Saved entries
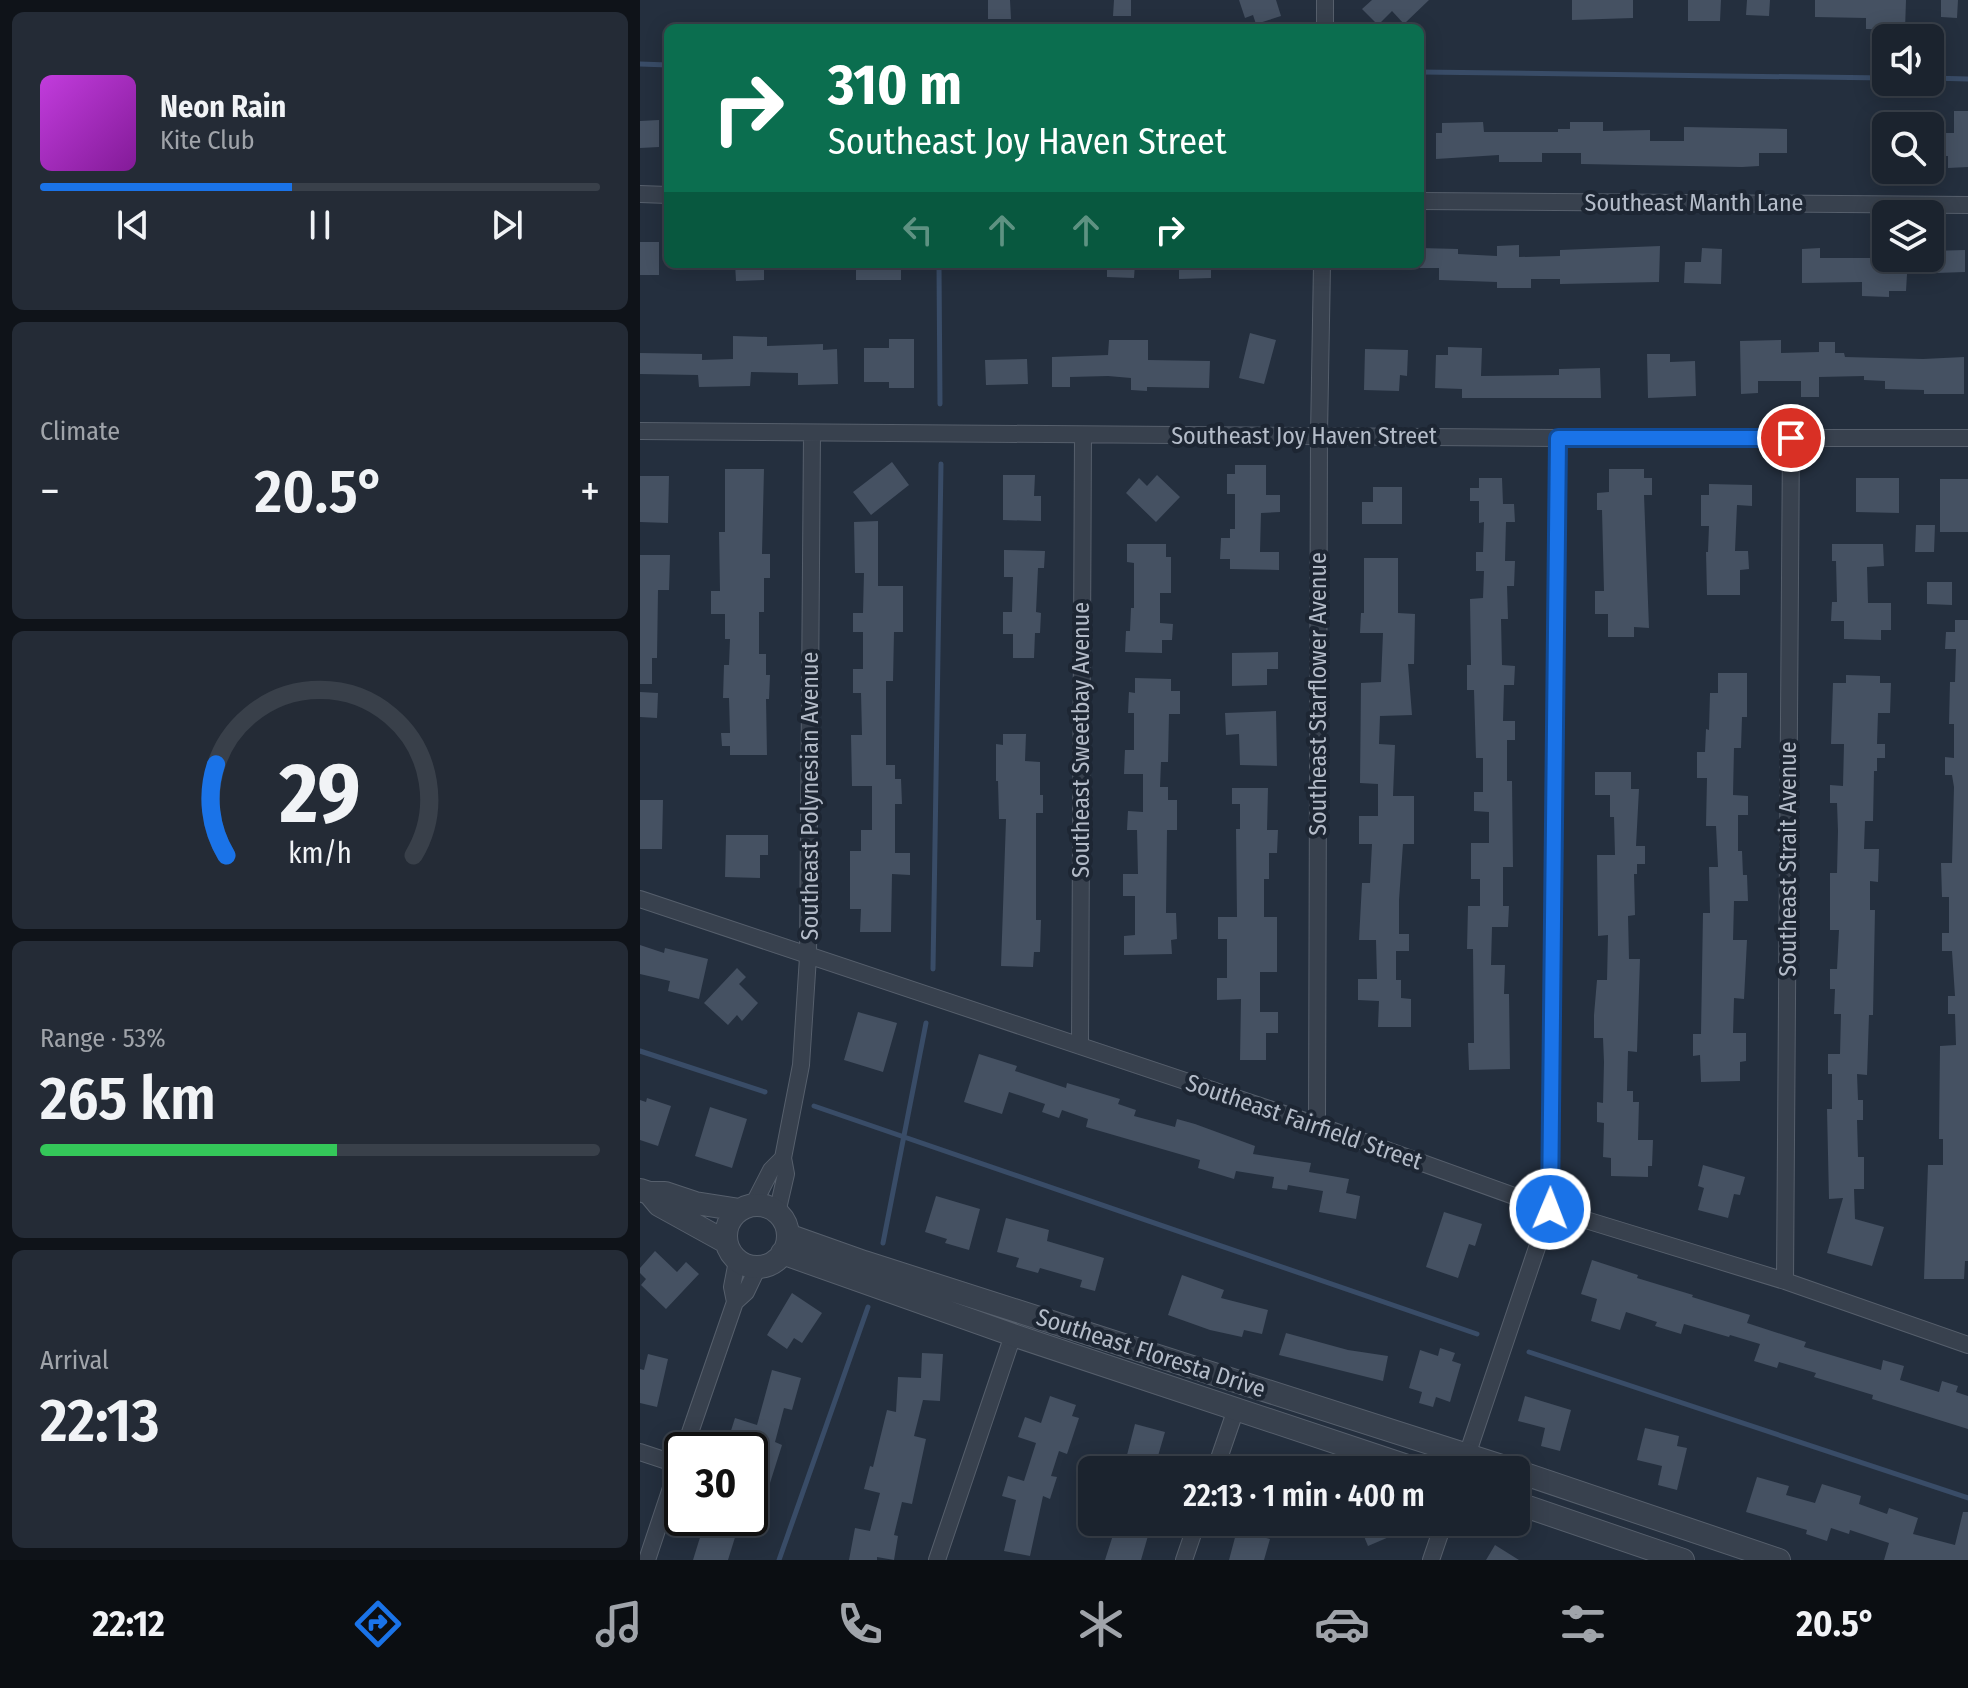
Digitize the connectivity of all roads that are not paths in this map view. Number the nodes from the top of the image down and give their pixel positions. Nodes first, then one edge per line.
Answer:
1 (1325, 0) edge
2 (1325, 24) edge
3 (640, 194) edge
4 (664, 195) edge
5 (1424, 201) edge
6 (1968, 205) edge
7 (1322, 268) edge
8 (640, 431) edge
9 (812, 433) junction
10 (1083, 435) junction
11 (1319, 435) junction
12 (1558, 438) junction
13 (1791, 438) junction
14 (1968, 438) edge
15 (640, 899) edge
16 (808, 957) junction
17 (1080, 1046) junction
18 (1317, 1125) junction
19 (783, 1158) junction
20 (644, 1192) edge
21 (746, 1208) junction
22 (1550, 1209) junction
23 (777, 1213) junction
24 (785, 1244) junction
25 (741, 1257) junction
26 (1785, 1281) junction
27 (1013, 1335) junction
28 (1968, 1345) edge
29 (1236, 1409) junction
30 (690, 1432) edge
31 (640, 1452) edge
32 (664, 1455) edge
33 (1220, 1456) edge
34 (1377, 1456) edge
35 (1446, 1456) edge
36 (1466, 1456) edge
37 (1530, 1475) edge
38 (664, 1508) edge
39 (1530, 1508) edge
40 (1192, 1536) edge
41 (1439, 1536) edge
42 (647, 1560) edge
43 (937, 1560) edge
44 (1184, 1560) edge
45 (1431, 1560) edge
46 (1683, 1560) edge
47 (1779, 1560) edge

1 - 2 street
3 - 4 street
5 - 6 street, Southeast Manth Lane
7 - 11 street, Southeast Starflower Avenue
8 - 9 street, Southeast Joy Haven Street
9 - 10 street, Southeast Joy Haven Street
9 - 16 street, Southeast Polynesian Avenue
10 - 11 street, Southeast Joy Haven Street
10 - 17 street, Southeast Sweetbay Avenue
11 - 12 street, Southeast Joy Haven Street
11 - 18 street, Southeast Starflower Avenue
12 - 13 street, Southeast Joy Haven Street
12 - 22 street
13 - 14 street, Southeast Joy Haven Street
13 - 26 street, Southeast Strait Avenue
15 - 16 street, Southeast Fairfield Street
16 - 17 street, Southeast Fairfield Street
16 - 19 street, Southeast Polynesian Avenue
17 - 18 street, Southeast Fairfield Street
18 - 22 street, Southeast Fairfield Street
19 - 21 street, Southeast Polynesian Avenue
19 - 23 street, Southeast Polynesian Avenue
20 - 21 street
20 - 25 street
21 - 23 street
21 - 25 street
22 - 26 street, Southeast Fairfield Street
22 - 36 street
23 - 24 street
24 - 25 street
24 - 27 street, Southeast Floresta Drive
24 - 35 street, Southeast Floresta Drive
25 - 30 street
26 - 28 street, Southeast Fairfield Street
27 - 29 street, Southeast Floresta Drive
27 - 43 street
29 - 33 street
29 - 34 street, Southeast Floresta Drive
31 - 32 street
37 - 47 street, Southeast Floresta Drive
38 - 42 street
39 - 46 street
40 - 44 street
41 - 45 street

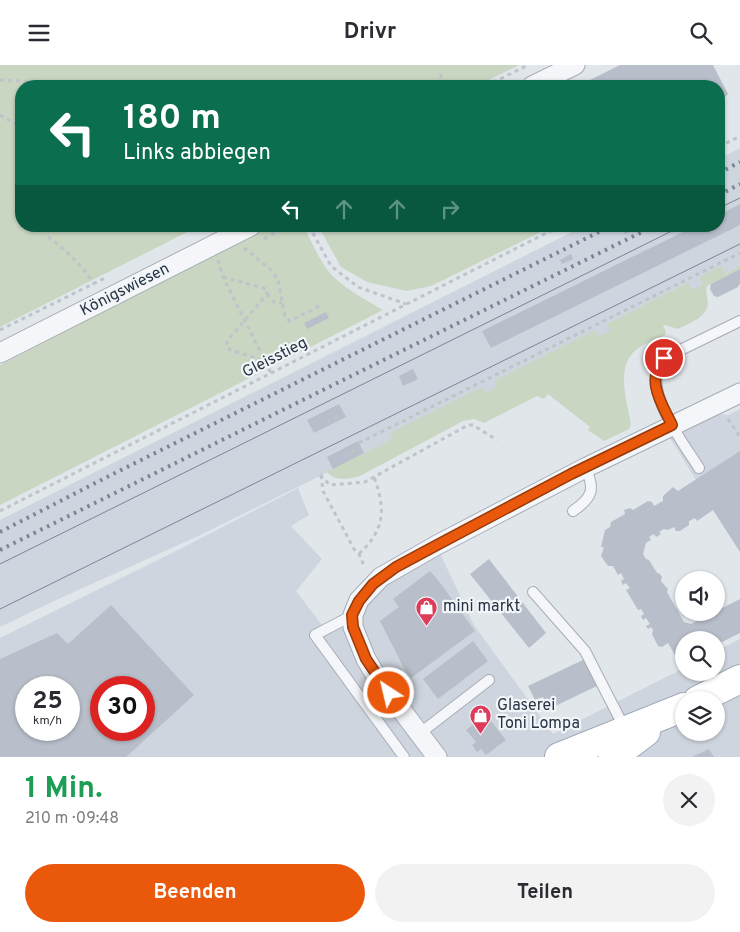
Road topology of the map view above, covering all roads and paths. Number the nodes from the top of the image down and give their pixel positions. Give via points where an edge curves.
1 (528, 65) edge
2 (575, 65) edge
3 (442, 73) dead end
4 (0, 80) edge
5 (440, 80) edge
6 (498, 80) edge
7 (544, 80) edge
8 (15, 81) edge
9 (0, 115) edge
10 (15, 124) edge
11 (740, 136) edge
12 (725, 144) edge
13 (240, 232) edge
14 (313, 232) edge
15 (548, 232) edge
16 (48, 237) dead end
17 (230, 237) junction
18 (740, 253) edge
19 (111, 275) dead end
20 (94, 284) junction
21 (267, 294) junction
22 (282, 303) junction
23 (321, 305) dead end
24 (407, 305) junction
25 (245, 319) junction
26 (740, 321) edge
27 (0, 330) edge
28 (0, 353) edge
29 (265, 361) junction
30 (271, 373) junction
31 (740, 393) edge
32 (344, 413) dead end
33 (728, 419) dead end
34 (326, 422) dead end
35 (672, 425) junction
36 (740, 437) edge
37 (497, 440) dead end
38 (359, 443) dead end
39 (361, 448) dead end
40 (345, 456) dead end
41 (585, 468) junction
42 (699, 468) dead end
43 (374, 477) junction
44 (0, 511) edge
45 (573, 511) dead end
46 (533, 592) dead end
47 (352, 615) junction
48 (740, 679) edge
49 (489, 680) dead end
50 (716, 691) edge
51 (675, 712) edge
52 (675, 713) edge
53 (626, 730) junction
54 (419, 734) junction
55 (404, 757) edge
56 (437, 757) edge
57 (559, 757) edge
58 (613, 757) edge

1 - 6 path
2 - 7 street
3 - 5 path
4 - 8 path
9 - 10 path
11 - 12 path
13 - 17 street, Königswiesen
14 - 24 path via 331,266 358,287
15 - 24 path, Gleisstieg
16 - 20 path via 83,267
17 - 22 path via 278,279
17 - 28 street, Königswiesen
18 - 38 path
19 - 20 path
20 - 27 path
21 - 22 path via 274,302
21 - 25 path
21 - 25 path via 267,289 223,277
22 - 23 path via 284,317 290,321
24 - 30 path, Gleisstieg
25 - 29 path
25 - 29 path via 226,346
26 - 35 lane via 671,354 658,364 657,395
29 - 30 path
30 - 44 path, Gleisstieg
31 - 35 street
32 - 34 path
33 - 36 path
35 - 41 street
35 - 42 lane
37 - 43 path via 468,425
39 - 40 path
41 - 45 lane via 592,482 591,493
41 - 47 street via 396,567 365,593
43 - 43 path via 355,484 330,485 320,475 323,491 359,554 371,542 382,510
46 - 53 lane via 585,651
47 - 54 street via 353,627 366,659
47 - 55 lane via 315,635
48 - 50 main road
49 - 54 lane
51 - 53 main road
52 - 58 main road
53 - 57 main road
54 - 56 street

■ Activity: Please find every line in the records above that holds the word "paths" and copy it.

■ Solution below:
Digitize the connectivity of all roads that are not paths in this map view. Number the nodes from the top of the image down and give their pixel positions. Nodes first, then one edge per line.
Road topology of the map view above, covering all roads and paths. Number the nodes from the top of the image down and give their pixel positions. Give via points where an edge curves.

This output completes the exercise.